▶ Work instruction
Note how many lines of the data below hold the word "graph", then give that number with no other text.

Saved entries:
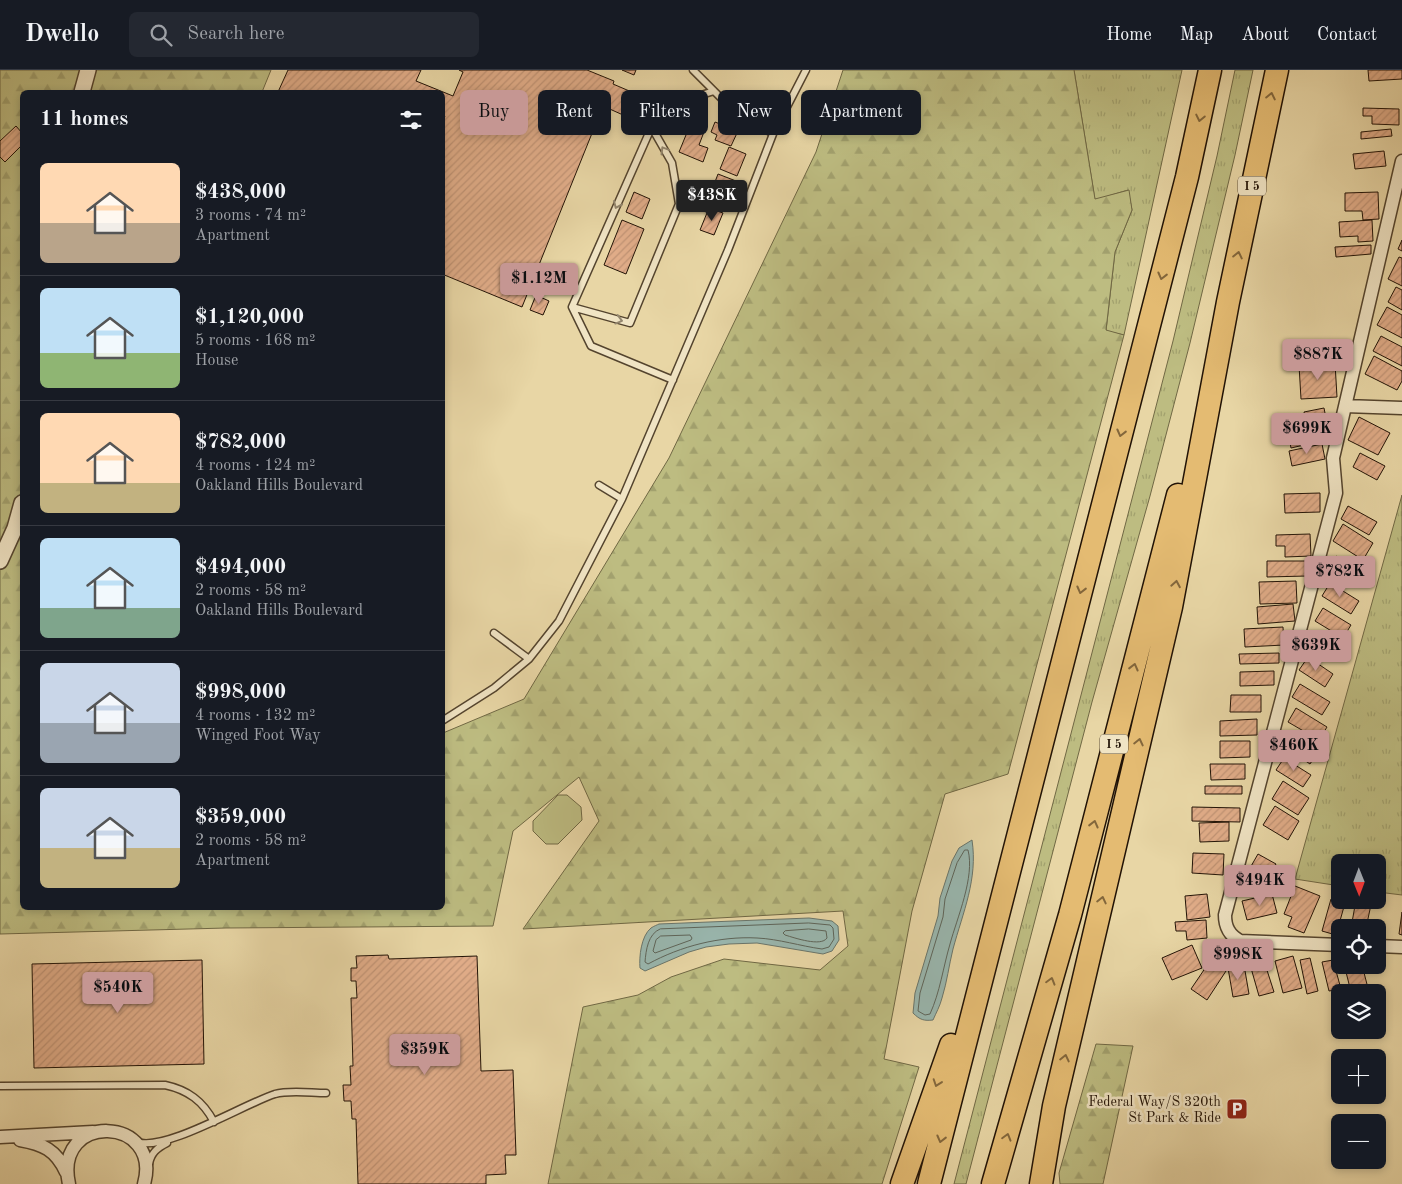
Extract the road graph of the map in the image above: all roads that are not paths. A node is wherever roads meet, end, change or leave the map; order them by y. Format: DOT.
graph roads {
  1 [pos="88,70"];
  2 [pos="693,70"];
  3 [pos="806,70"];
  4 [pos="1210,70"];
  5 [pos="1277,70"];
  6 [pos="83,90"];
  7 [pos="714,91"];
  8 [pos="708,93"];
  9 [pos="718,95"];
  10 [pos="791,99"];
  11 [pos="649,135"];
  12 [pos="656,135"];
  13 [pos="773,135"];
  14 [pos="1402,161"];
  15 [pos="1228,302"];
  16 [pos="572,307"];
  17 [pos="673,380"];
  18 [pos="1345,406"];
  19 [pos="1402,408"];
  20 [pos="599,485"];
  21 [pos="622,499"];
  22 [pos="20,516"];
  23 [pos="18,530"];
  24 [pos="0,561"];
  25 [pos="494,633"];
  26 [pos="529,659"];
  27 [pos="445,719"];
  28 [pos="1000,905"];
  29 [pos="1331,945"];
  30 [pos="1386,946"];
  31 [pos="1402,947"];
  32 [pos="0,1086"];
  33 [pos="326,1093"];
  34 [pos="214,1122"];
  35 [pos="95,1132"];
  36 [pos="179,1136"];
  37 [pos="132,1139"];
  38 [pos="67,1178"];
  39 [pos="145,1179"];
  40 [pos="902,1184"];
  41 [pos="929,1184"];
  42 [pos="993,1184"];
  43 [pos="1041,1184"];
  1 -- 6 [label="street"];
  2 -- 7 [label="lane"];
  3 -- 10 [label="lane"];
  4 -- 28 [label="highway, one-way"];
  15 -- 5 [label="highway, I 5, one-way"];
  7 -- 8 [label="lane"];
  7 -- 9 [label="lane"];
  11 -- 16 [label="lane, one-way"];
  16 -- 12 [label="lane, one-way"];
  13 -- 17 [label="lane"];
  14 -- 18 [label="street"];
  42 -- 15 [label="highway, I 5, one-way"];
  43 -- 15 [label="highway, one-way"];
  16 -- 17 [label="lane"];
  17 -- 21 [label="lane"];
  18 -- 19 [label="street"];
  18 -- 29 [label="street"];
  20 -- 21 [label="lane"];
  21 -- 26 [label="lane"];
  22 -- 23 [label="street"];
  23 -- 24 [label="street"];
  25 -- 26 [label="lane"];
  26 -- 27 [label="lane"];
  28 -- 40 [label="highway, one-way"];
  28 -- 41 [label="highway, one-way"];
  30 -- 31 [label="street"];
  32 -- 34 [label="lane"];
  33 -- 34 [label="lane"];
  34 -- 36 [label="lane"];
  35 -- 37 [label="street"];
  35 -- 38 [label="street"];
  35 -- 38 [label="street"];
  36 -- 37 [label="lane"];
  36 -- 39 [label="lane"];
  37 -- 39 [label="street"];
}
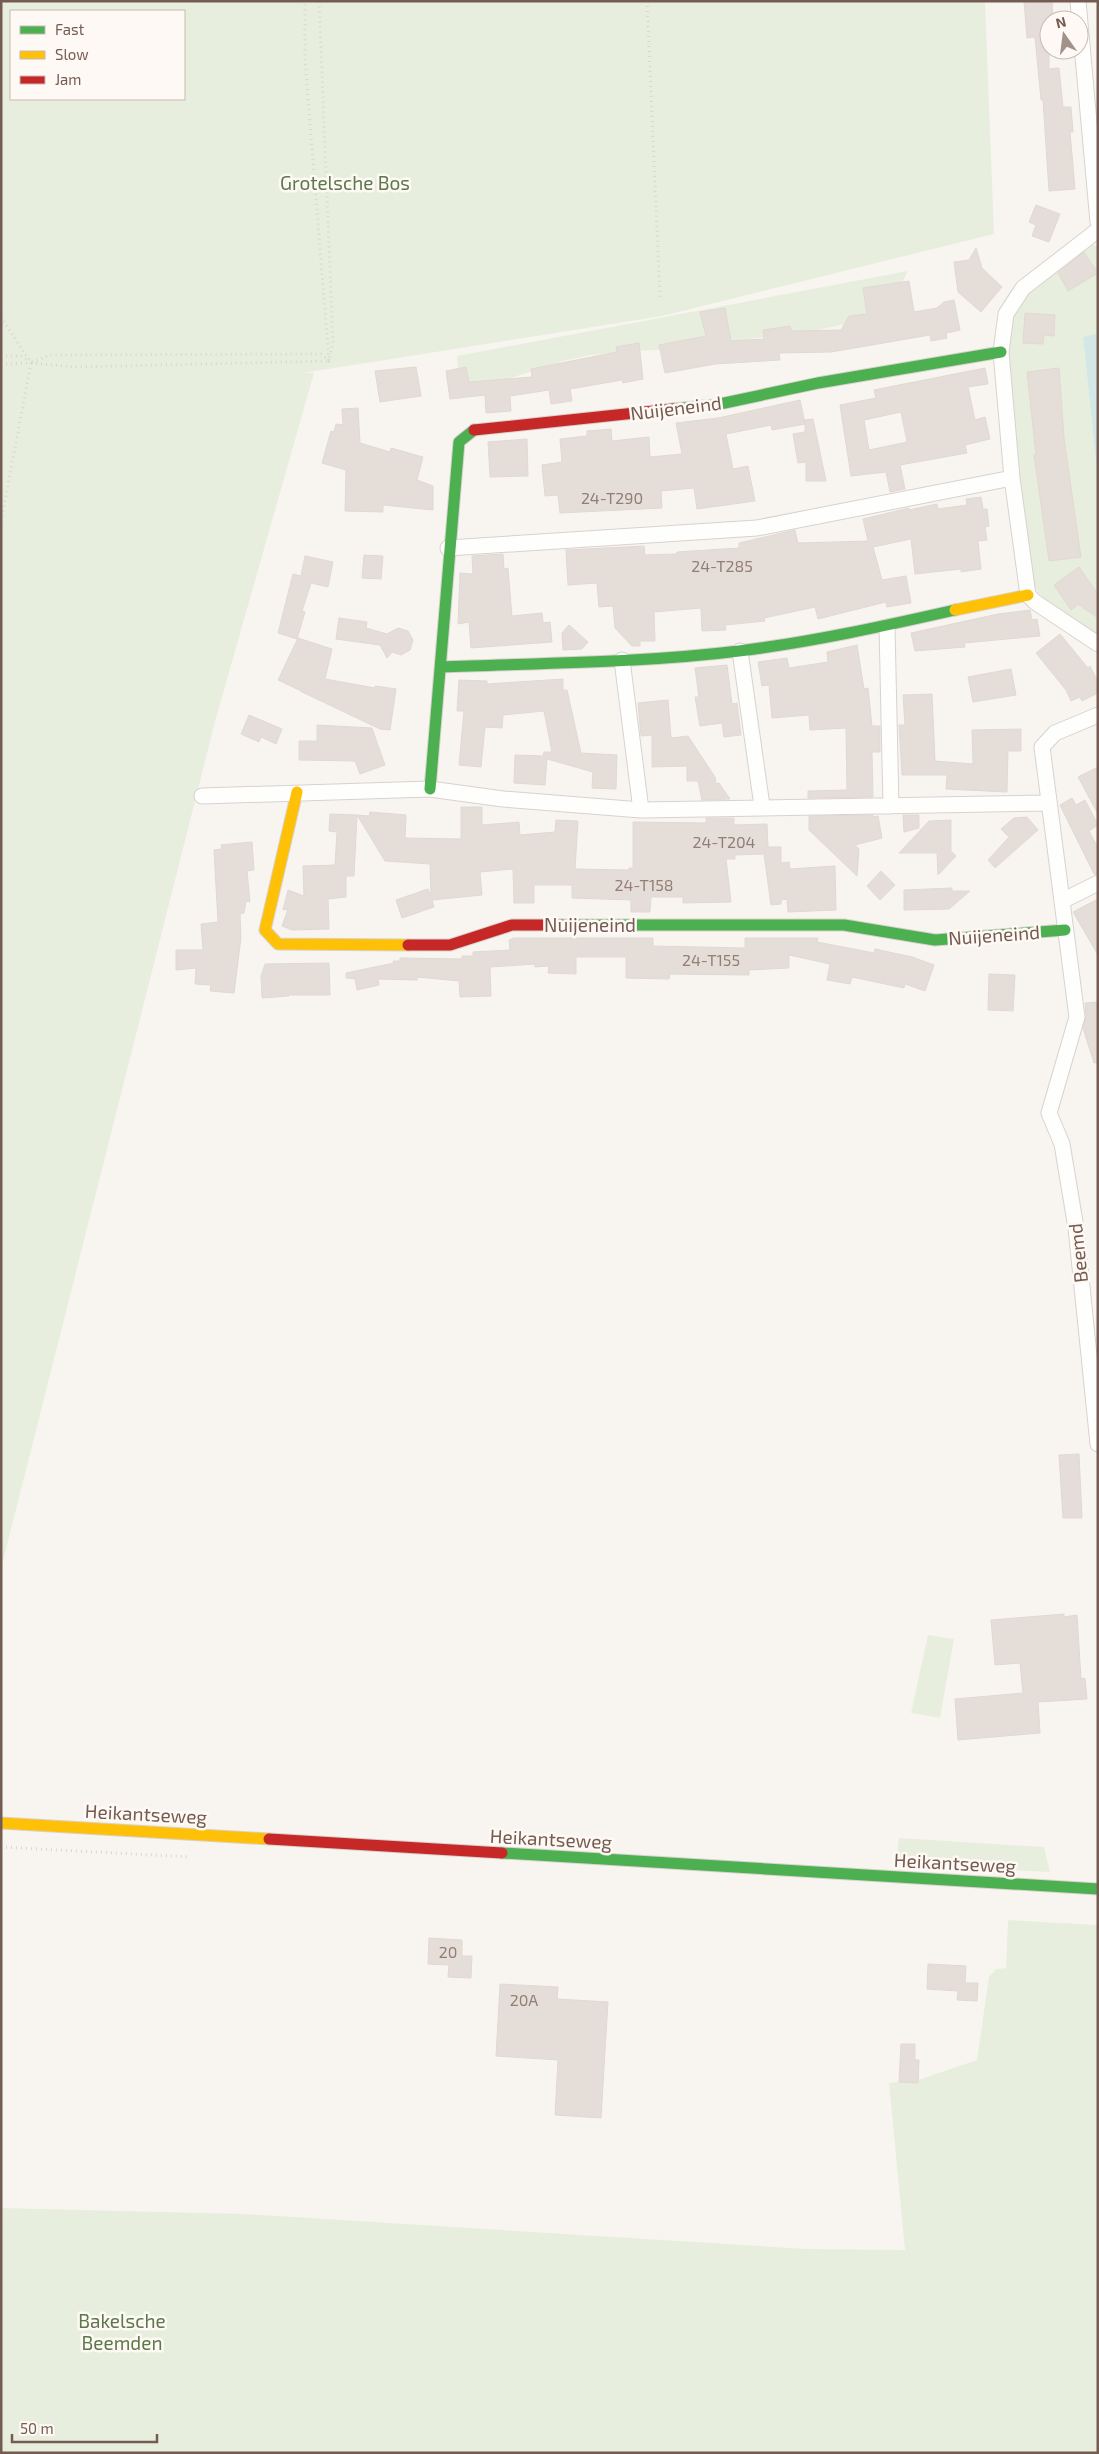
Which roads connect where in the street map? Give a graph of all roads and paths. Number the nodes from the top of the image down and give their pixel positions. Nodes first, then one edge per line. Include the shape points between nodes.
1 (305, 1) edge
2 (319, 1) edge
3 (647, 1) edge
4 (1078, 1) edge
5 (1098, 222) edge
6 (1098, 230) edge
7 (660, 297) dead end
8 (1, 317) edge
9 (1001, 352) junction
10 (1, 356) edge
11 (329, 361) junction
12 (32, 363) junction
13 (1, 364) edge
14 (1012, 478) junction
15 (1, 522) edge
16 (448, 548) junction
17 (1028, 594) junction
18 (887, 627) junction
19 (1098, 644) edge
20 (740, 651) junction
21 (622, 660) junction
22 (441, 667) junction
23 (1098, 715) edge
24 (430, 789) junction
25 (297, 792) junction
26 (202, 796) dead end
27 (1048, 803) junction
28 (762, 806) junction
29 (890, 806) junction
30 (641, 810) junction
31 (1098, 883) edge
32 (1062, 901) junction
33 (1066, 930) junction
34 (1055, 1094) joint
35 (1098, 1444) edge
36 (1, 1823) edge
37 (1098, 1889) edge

▶ Task solution
3